* What you have to do
From the entries, copy every line that carries the string "junctions".

Saved data entries:

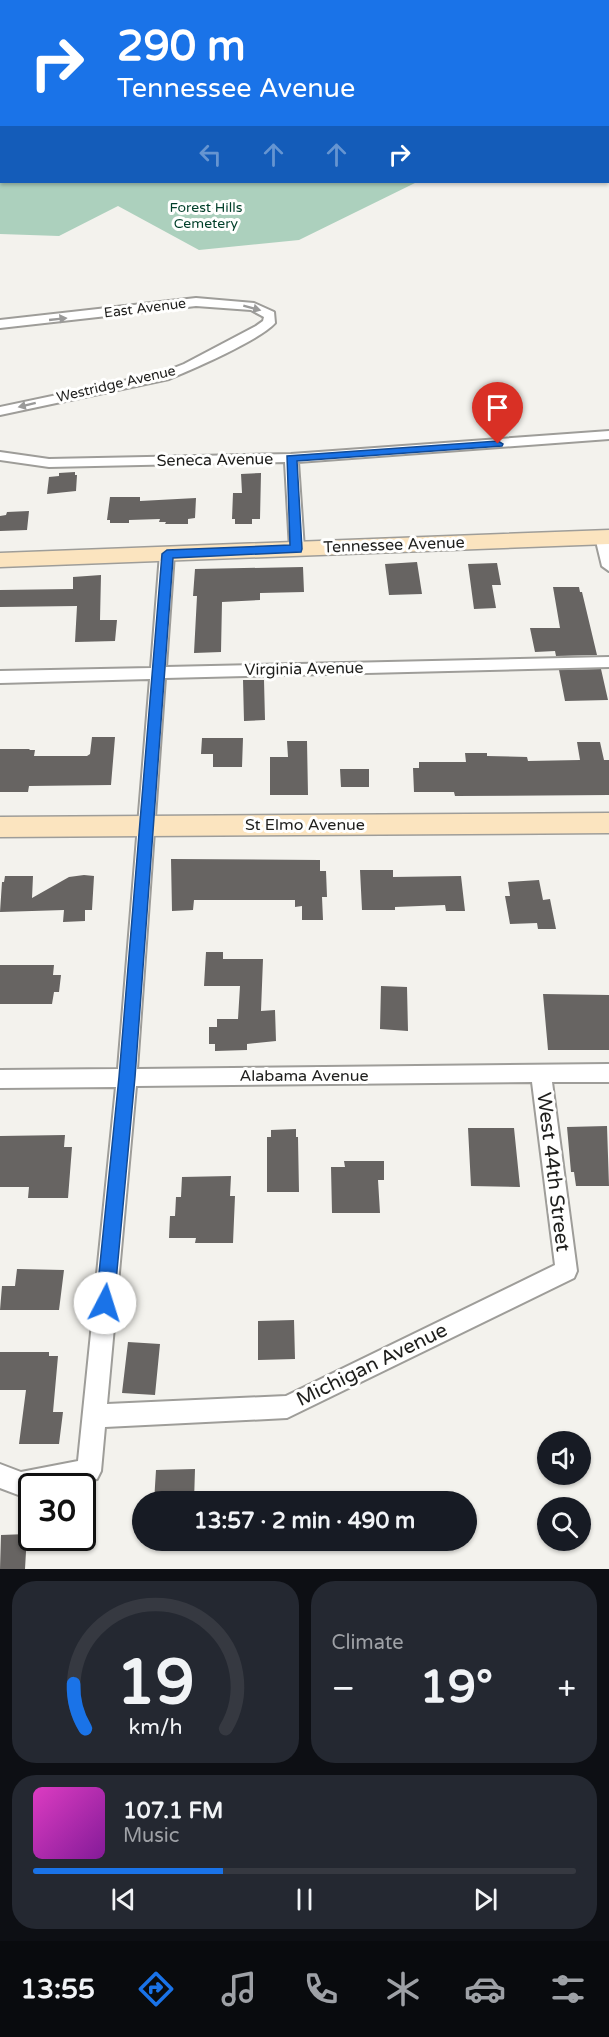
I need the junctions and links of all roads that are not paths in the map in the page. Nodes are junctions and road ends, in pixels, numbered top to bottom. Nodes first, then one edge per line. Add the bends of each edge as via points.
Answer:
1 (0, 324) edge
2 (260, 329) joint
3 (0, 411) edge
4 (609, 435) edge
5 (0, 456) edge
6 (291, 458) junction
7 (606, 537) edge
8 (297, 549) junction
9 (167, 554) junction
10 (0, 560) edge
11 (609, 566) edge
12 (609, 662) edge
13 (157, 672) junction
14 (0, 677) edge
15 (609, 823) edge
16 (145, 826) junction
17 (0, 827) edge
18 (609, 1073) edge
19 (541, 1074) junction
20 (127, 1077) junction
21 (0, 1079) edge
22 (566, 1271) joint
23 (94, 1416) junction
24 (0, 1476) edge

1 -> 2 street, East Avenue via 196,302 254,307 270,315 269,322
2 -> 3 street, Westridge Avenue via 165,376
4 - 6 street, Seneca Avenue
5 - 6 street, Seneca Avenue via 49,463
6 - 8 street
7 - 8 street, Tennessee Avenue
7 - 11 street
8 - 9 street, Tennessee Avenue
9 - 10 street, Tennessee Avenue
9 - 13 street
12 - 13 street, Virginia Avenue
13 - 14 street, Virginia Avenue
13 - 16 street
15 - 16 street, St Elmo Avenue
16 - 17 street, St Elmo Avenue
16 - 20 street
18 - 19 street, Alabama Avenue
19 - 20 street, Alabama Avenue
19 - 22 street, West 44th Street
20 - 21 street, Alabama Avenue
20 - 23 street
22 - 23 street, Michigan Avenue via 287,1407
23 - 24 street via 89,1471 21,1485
---
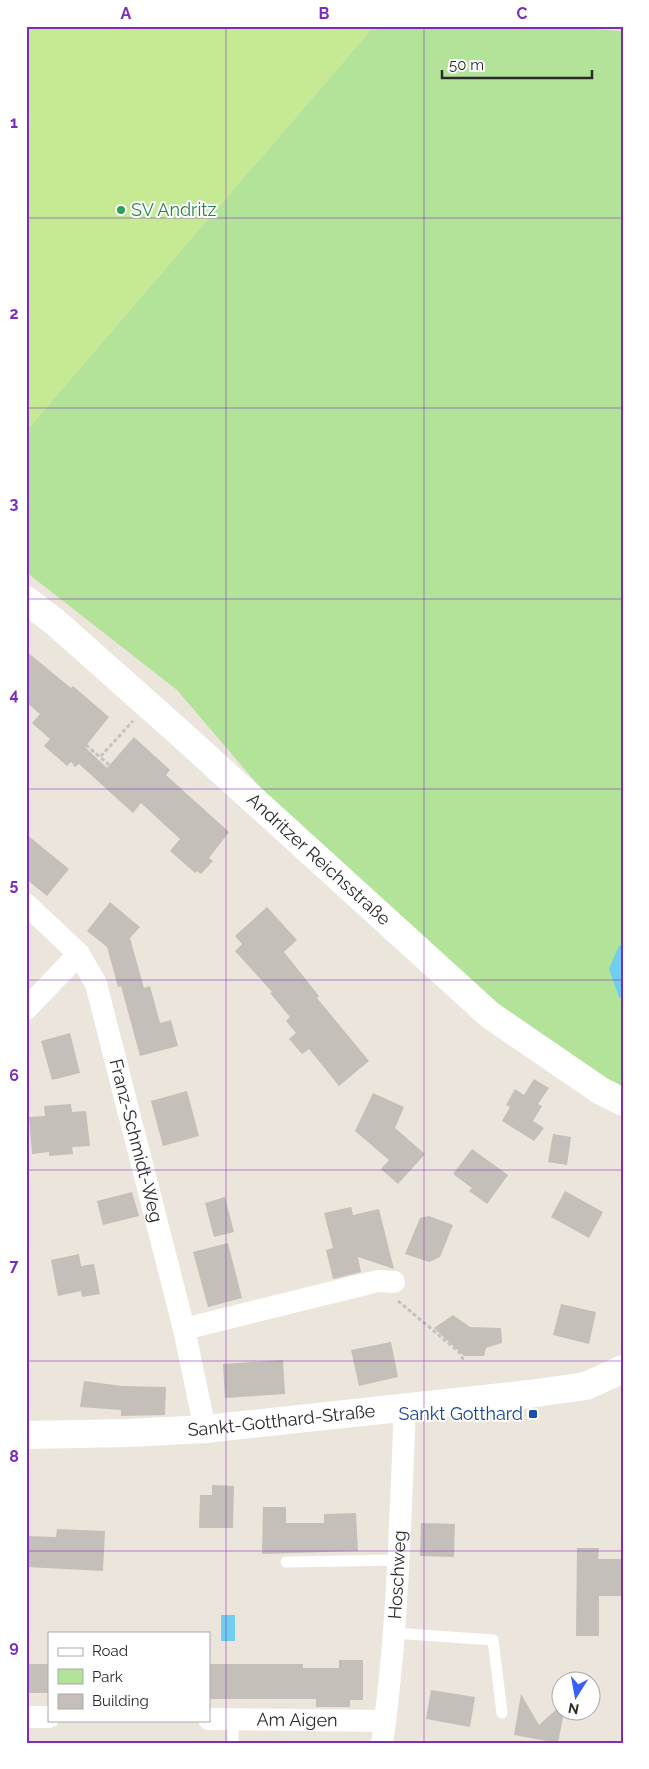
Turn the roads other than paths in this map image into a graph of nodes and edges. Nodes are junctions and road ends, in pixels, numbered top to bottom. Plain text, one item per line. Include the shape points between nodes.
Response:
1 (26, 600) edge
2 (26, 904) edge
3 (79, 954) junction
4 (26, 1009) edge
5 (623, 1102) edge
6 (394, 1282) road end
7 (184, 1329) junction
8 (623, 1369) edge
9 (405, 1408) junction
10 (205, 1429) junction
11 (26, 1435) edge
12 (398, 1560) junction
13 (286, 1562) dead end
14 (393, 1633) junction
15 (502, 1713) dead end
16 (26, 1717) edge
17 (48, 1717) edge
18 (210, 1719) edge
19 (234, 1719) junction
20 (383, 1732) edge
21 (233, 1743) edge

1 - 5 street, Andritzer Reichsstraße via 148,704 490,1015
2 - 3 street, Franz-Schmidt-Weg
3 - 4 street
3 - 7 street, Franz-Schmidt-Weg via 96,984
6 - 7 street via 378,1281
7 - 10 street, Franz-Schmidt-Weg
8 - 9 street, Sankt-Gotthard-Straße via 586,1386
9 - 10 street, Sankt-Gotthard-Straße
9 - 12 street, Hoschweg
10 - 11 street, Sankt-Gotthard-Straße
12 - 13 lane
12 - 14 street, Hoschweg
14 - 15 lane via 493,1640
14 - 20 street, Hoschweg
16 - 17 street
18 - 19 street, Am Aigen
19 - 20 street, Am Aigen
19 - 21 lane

* Result below
I need the junctions and links of all roads that are not paths in the map in the page. Nodes are junctions and road ends, in pixels, numbered top to bottom. Nodes first, then one edge per line. Add the bends of each edge as via points.
Turn the roads other than paths in this map image into a graph of nodes and edges. Nodes are junctions and road ends, in pixels, numbered top to bottom. Plain text, one item per line. Include the shape points between nodes.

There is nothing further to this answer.